Еще в Тернополе она сделала операцию. Молодой и улыбчивый армейский хирург удачно срезал безобразивший ее рубец на щеке, некоторое время на месте рубца была лишь красноватая полоска, но постепенно краснота исчезла, и теперь вдоль щеки, нисколько не портя выражения лица, пролегал лишь неглубокий и незаметный почти шрамик. Волосы на сожженной кислотой голове тоже отросли, на местах бывших проплешин они были, правда, пореже, но Олька вполне обходилась без парика. Они только побелели, ее волосы, как снег, и потому она их красила.

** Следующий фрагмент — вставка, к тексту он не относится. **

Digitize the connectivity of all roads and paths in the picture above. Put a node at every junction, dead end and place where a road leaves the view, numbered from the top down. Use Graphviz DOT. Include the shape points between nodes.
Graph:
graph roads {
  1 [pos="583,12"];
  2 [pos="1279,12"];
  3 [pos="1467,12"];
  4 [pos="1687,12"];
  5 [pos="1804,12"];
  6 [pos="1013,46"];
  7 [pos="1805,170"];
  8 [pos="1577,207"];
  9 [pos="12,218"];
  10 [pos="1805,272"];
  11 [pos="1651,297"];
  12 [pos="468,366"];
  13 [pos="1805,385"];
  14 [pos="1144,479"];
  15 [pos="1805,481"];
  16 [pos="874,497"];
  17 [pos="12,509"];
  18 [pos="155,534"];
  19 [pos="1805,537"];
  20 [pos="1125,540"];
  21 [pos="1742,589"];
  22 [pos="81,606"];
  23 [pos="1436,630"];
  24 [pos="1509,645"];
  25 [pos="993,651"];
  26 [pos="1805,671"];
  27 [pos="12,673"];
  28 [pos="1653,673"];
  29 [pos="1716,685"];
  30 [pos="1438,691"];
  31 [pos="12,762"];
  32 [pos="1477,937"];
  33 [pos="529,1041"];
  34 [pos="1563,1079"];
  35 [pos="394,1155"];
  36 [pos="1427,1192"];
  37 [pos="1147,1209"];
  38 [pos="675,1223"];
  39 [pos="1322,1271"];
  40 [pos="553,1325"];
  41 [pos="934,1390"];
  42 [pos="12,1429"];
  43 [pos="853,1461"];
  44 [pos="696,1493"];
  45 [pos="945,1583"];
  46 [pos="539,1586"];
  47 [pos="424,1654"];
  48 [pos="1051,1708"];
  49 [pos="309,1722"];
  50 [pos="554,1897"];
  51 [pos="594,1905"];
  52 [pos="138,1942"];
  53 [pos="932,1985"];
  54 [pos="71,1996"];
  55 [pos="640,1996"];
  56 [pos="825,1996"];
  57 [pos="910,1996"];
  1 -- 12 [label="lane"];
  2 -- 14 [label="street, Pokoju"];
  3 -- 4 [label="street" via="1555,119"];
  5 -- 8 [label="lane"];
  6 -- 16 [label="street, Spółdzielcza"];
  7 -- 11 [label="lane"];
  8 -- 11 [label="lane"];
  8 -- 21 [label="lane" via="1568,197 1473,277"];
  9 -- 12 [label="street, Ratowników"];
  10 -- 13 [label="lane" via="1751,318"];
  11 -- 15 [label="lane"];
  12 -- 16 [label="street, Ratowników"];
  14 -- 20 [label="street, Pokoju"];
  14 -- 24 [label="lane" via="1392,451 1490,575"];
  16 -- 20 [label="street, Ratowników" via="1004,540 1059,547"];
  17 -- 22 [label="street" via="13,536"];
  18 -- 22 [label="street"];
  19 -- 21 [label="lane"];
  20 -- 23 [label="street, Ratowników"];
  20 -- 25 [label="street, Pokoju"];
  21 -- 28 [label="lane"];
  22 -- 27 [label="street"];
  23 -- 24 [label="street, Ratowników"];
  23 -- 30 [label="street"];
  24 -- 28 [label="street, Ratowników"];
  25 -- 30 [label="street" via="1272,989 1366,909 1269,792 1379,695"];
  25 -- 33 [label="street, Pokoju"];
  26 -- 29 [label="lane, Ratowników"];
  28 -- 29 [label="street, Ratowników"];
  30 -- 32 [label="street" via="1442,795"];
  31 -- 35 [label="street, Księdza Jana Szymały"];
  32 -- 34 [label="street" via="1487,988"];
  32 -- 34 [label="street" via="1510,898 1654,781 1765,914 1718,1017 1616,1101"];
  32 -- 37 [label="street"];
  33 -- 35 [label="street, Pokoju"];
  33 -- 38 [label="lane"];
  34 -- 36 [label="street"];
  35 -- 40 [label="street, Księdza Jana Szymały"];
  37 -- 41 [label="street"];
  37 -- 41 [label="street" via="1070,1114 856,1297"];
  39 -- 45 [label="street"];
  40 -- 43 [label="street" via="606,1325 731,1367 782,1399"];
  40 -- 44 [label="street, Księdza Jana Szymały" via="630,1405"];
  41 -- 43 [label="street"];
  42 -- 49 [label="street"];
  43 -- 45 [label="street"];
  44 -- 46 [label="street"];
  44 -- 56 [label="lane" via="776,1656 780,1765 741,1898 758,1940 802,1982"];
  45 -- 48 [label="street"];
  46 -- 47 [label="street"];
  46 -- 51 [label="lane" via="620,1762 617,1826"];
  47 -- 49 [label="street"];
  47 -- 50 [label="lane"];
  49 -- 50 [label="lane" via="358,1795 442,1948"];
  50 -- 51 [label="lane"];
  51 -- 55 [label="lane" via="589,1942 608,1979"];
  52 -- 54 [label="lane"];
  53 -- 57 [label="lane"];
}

Замуж Ольга Яковлевна не вышла, хотя находилось два или три человека, питавших к ней настоящие чувства. Не вышла не потому, что любила Семена. Нет, она его никогда не любила. То, что произошло один-единственный раз между ними, произошло под влиянием пережитого и сложившихся на ту минуту необычных и трудно объяснимых постороннему обстоятельств. От этого одного-единственного раза родилась Ирина, и Олька, Ольга Яковлевна, об этом не жалела, наоборот, она была за это благодарна Семену. Жизненные пути их так неожиданно, случайно пересеклись и разошлись навсегда, жив он или сгорел в пламени войны, она не знала, но думала иногда обо всем этом как-то равнодушно. Замуж она не вышла потому, что перед глазами, едва она задумывалась о будущей супружеской жизни, неизменно возникала распятая немцами на полу мать, она видела обращенные к ней ее глаза, обезумевшие и уже неживые, слышала ее ужасный последний крик: «Доченька, бросай!», в ушах возникал грохот взорвавшейся в комнате брошенной ею, Олькой, гранаты. Видела это, слышала это — и не могла преодолеть в себе неизменно возникавшего отвращения при одной мысли о физической близости с кем бы то ни было.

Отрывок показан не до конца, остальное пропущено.